Every line of the material is to be transcribed verbatim, with images omitted.

● Data to use
= = = =
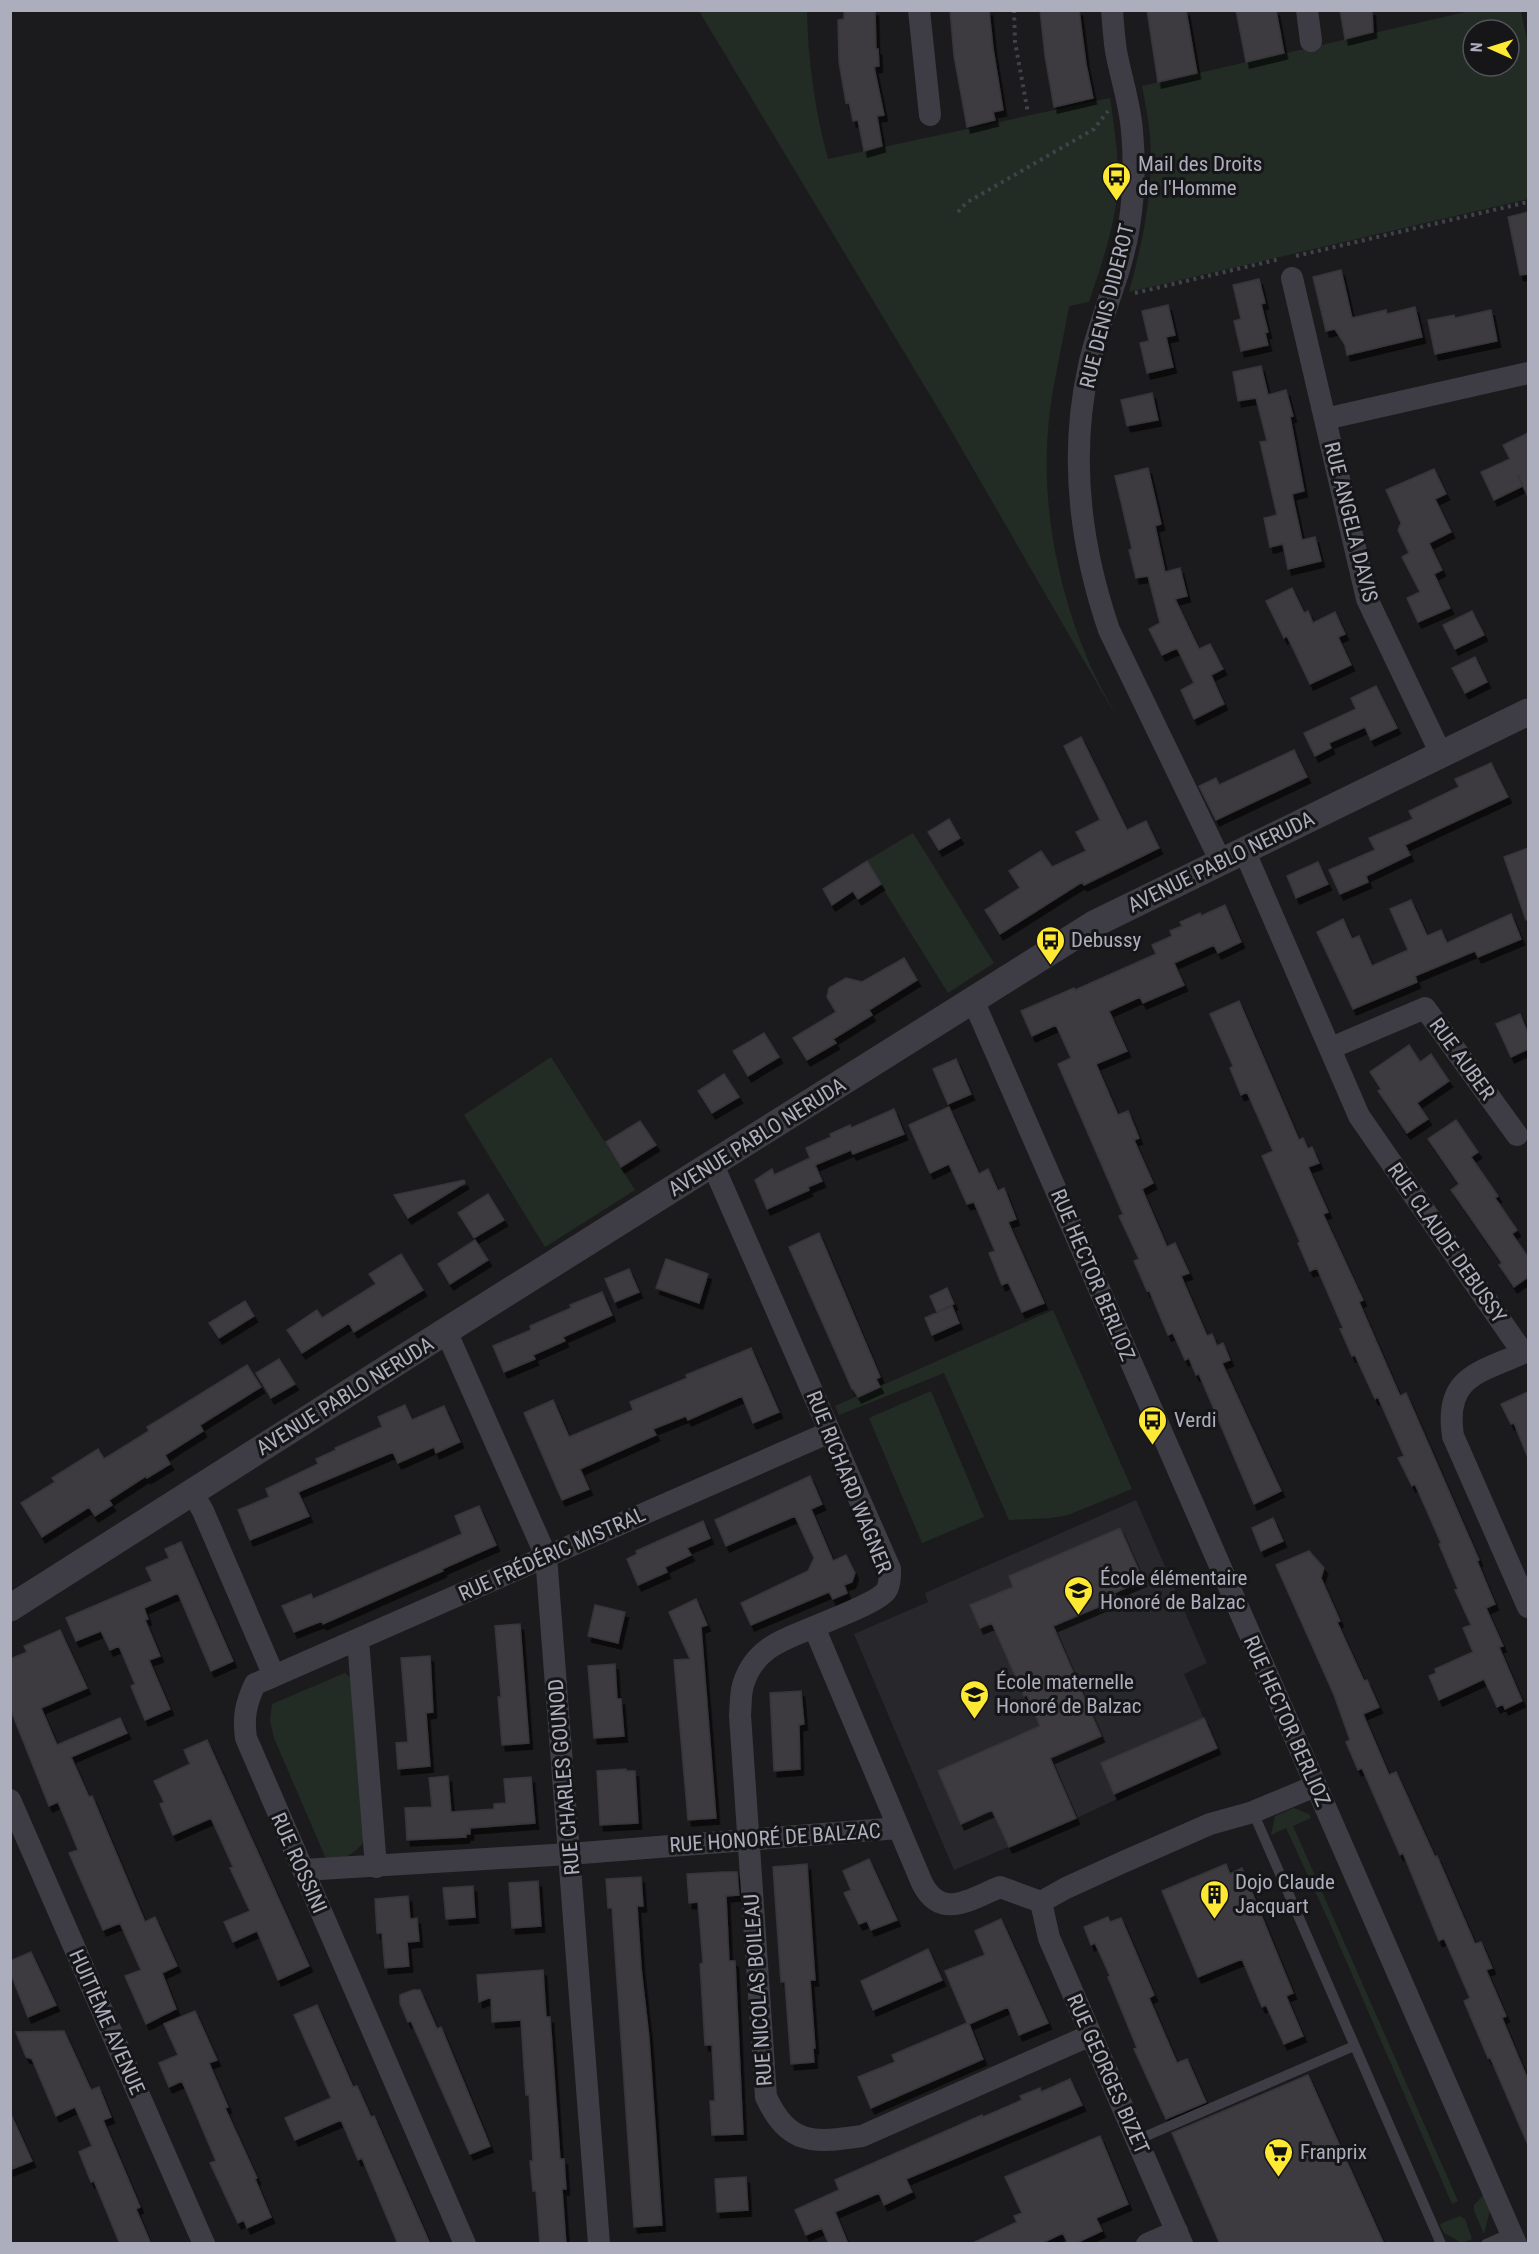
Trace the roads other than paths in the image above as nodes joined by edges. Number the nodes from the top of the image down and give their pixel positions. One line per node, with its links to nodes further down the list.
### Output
1 (919, 10): 5 (street)
2 (1112, 10): 11 (street, RUE DENIS DIDEROT)
3 (1307, 10): 4 (street)
4 (1311, 41)
5 (930, 116)
6 (1292, 278): 8 (street, RUE ANGELA DAVIS)
7 (1528, 373): 8 (street)
8 (1325, 419): 10 (street, RUE ANGELA DAVIS)
9 (1528, 712): 10 (street, AVENUE PABLO NERUDA)
10 (1441, 754): 11 (street, AVENUE PABLO NERUDA)
11 (1233, 856): 12 (street, AVENUE PABLO NERUDA); 13 (street, RUE CLAUDE DEBUSSY)
12 (973, 1000): 15 (street, AVENUE PABLO NERUDA); 26 (street, RUE HECTOR BERLIOZ)
13 (1331, 1048): 14 (street, RUE AUBER); 17 (street, RUE CLAUDE DEBUSSY)
14 (1517, 1136)
15 (713, 1165): 16 (street, AVENUE PABLO NERUDA); 18 (street, RUE RICHARD WAGNER)
16 (446, 1331): 19 (street, AVENUE PABLO NERUDA); 20 (street, RUE CHARLES GOUNOD)
17 (1526, 1352): 21 (street, RUE CLAUDE DEBUSSY)
18 (830, 1432): 20 (street, RUE FRÉDÉRIC MISTRAL); 23 (street, RUE RICHARD WAGNER)
19 (192, 1492): 22 (street, AVENUE PABLO NERUDA); 25 (street)
20 (546, 1556): 24 (street, RUE FRÉDÉRIC MISTRAL); 31 (street, RUE CHARLES GOUNOD)
21 (1526, 1592)
22 (10, 1608)
23 (814, 1627): 29 (street); 30 (street, RUE NICOLAS BOILEAU)
24 (358, 1640): 25 (street, RUE FRÉDÉRIC MISTRAL); 32 (street)
25 (274, 1676): 33 (street, RUE ROSSINI)
26 (1315, 1786): 28 (street); 39 (street, RUE HECTOR BERLIOZ)
27 (10, 1800): 40 (street, HUITIÈME AVENUE)
28 (1252, 1812): 34 (street); 36 (lane)
29 (899, 1828): 30 (street, RUE HONORÉ DE BALZAC); 34 (street, RUE HONORÉ DE BALZAC)
30 (747, 1839): 31 (street, RUE HONORÉ DE BALZAC); 35 (street, RUE NICOLAS BOILEAU)
31 (570, 1854): 32 (street, RUE HONORÉ DE BALZAC); 42 (street, RUE CHARLES GOUNOD)
32 (376, 1867): 33 (street, RUE HONORÉ DE BALZAC)
33 (303, 1870): 41 (street, RUE ROSSINI)
34 (1041, 1902): 35 (street, RUE GEORGES BIZET)
35 (1091, 2035): 37 (street, RUE GEORGES BIZET)
36 (1354, 2046): 37 (lane); 44 (lane)
37 (1137, 2140): 38 (street, RUE GEORGES BIZET)
38 (1179, 2237): 43 (street)
39 (1514, 2238): 45 (lane)
40 (204, 2244)
41 (465, 2244)
42 (599, 2244)
43 (1147, 2244)
44 (1441, 2244)
45 (1486, 2244)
= = = =
● Answer for this exercise
Trace the roads other than paths in the image above as nodes joined by edges. Number the nodes from the top of the image down and give their pixel positions. One line per node, with its links to nodes further down the list.
### Output
1 (919, 10): 5 (street)
2 (1112, 10): 11 (street, RUE DENIS DIDEROT)
3 (1307, 10): 4 (street)
4 (1311, 41)
5 (930, 116)
6 (1292, 278): 8 (street, RUE ANGELA DAVIS)
7 (1528, 373): 8 (street)
8 (1325, 419): 10 (street, RUE ANGELA DAVIS)
9 (1528, 712): 10 (street, AVENUE PABLO NERUDA)
10 (1441, 754): 11 (street, AVENUE PABLO NERUDA)
11 (1233, 856): 12 (street, AVENUE PABLO NERUDA); 13 (street, RUE CLAUDE DEBUSSY)
12 (973, 1000): 15 (street, AVENUE PABLO NERUDA); 26 (street, RUE HECTOR BERLIOZ)
13 (1331, 1048): 14 (street, RUE AUBER); 17 (street, RUE CLAUDE DEBUSSY)
14 (1517, 1136)
15 (713, 1165): 16 (street, AVENUE PABLO NERUDA); 18 (street, RUE RICHARD WAGNER)
16 (446, 1331): 19 (street, AVENUE PABLO NERUDA); 20 (street, RUE CHARLES GOUNOD)
17 (1526, 1352): 21 (street, RUE CLAUDE DEBUSSY)
18 (830, 1432): 20 (street, RUE FRÉDÉRIC MISTRAL); 23 (street, RUE RICHARD WAGNER)
19 (192, 1492): 22 (street, AVENUE PABLO NERUDA); 25 (street)
20 (546, 1556): 24 (street, RUE FRÉDÉRIC MISTRAL); 31 (street, RUE CHARLES GOUNOD)
21 (1526, 1592)
22 (10, 1608)
23 (814, 1627): 29 (street); 30 (street, RUE NICOLAS BOILEAU)
24 (358, 1640): 25 (street, RUE FRÉDÉRIC MISTRAL); 32 (street)
25 (274, 1676): 33 (street, RUE ROSSINI)
26 (1315, 1786): 28 (street); 39 (street, RUE HECTOR BERLIOZ)
27 (10, 1800): 40 (street, HUITIÈME AVENUE)
28 (1252, 1812): 34 (street); 36 (lane)
29 (899, 1828): 30 (street, RUE HONORÉ DE BALZAC); 34 (street, RUE HONORÉ DE BALZAC)
30 (747, 1839): 31 (street, RUE HONORÉ DE BALZAC); 35 (street, RUE NICOLAS BOILEAU)
31 (570, 1854): 32 (street, RUE HONORÉ DE BALZAC); 42 (street, RUE CHARLES GOUNOD)
32 (376, 1867): 33 (street, RUE HONORÉ DE BALZAC)
33 (303, 1870): 41 (street, RUE ROSSINI)
34 (1041, 1902): 35 (street, RUE GEORGES BIZET)
35 (1091, 2035): 37 (street, RUE GEORGES BIZET)
36 (1354, 2046): 37 (lane); 44 (lane)
37 (1137, 2140): 38 (street, RUE GEORGES BIZET)
38 (1179, 2237): 43 (street)
39 (1514, 2238): 45 (lane)
40 (204, 2244)
41 (465, 2244)
42 (599, 2244)
43 (1147, 2244)
44 (1441, 2244)
45 (1486, 2244)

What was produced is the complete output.